Stored items:
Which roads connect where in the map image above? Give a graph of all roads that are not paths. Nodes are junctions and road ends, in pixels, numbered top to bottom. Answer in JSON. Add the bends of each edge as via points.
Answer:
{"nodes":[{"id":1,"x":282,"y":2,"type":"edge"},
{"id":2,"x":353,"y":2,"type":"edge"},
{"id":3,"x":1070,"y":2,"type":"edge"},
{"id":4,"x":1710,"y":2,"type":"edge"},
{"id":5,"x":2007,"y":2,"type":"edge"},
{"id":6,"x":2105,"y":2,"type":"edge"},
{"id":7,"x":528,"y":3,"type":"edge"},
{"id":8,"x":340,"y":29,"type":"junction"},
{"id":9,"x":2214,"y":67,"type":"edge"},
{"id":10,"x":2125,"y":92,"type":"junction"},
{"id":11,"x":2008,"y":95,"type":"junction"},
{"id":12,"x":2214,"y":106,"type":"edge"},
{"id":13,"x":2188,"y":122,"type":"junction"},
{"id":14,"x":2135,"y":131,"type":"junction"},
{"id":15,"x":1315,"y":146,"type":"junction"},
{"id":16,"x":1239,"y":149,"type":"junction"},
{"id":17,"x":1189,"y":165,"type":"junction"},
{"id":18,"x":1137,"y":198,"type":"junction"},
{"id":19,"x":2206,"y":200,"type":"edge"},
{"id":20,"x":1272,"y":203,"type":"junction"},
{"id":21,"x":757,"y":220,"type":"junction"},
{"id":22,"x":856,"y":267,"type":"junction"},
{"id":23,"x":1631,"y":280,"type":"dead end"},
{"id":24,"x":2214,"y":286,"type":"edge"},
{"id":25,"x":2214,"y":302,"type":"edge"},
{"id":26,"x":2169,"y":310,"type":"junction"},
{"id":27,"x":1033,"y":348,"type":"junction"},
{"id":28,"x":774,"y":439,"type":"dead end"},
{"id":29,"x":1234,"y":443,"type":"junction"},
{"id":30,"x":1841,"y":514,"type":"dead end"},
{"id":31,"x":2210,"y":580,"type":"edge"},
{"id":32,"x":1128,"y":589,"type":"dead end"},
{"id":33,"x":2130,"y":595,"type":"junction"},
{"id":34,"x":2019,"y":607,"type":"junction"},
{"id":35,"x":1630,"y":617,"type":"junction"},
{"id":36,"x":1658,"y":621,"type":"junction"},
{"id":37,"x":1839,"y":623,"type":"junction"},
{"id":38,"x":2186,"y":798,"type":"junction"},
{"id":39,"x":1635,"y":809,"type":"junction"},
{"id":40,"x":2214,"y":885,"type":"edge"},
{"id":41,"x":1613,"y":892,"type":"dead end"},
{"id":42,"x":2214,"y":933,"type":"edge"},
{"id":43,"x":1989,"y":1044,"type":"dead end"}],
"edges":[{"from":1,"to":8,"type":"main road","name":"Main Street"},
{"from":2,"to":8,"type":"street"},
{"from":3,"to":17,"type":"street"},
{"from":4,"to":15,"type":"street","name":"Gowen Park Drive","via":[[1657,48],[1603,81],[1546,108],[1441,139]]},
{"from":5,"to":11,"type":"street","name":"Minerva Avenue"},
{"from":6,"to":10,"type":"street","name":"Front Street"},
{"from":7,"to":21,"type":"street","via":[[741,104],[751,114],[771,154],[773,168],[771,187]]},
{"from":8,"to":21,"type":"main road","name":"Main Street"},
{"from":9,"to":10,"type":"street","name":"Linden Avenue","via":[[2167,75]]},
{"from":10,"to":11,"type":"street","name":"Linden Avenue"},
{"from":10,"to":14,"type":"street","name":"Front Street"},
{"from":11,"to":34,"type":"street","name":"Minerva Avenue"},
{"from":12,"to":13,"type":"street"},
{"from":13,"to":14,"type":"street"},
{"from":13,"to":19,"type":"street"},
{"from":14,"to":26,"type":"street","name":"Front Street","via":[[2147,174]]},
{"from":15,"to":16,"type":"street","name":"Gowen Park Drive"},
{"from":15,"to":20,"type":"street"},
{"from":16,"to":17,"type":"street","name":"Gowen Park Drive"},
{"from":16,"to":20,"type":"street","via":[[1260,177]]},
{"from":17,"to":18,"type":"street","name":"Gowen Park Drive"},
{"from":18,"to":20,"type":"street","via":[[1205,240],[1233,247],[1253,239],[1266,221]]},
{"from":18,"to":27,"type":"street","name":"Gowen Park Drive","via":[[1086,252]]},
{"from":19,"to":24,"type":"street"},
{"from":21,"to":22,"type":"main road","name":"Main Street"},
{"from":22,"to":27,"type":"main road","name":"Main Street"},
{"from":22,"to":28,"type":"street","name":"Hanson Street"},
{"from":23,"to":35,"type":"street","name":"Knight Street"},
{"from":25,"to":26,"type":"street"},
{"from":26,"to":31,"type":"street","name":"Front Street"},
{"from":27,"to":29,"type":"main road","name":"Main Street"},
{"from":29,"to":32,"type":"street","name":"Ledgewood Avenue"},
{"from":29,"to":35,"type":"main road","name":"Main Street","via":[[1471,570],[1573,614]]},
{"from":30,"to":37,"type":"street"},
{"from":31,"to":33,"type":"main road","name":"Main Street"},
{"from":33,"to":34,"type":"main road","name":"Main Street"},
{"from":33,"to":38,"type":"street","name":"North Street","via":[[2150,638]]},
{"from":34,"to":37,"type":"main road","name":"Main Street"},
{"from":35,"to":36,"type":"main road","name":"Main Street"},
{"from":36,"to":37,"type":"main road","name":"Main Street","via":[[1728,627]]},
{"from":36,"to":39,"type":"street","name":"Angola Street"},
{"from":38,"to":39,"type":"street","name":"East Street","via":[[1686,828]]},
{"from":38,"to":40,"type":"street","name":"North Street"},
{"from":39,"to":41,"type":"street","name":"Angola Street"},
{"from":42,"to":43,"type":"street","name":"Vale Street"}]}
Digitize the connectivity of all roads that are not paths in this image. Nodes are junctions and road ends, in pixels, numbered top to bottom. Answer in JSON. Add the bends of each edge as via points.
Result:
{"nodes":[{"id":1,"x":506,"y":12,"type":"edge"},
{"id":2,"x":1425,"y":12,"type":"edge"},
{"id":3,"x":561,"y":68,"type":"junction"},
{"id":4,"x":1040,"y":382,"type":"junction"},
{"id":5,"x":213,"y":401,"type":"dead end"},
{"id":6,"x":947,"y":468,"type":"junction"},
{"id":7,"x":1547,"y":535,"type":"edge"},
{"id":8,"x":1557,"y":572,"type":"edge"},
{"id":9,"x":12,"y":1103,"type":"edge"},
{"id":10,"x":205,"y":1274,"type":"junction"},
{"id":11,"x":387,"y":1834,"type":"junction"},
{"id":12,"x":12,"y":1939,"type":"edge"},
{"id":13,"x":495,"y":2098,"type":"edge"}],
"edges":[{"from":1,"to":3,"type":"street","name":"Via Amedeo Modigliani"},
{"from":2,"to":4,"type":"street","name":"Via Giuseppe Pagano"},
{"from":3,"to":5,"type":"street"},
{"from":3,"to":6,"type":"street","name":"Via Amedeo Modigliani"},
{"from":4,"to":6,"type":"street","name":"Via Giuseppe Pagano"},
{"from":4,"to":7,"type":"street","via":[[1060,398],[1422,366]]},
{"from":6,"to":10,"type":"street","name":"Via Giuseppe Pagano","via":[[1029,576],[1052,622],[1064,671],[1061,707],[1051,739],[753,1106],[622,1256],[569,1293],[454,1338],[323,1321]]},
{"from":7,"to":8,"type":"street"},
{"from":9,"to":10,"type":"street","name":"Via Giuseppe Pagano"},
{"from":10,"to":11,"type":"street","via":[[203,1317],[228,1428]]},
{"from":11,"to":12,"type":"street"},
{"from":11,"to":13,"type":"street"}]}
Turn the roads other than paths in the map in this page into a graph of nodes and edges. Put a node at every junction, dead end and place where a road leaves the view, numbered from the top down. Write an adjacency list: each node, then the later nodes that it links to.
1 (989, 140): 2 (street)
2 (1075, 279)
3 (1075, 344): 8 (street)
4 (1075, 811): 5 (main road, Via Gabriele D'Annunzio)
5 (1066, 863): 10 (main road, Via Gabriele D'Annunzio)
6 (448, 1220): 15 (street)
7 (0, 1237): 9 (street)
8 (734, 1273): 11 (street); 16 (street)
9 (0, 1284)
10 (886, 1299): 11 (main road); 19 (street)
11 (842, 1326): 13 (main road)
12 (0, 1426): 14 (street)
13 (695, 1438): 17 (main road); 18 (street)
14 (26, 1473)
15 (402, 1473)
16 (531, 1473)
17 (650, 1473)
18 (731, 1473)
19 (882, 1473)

# What you should do
In the entries above, identify each line that includes the string "Linden", then copy it.

# Reply
{"from":9,"to":10,"type":"street","name":"Linden Avenue","via":[[2167,75]]},
{"from":10,"to":11,"type":"street","name":"Linden Avenue"},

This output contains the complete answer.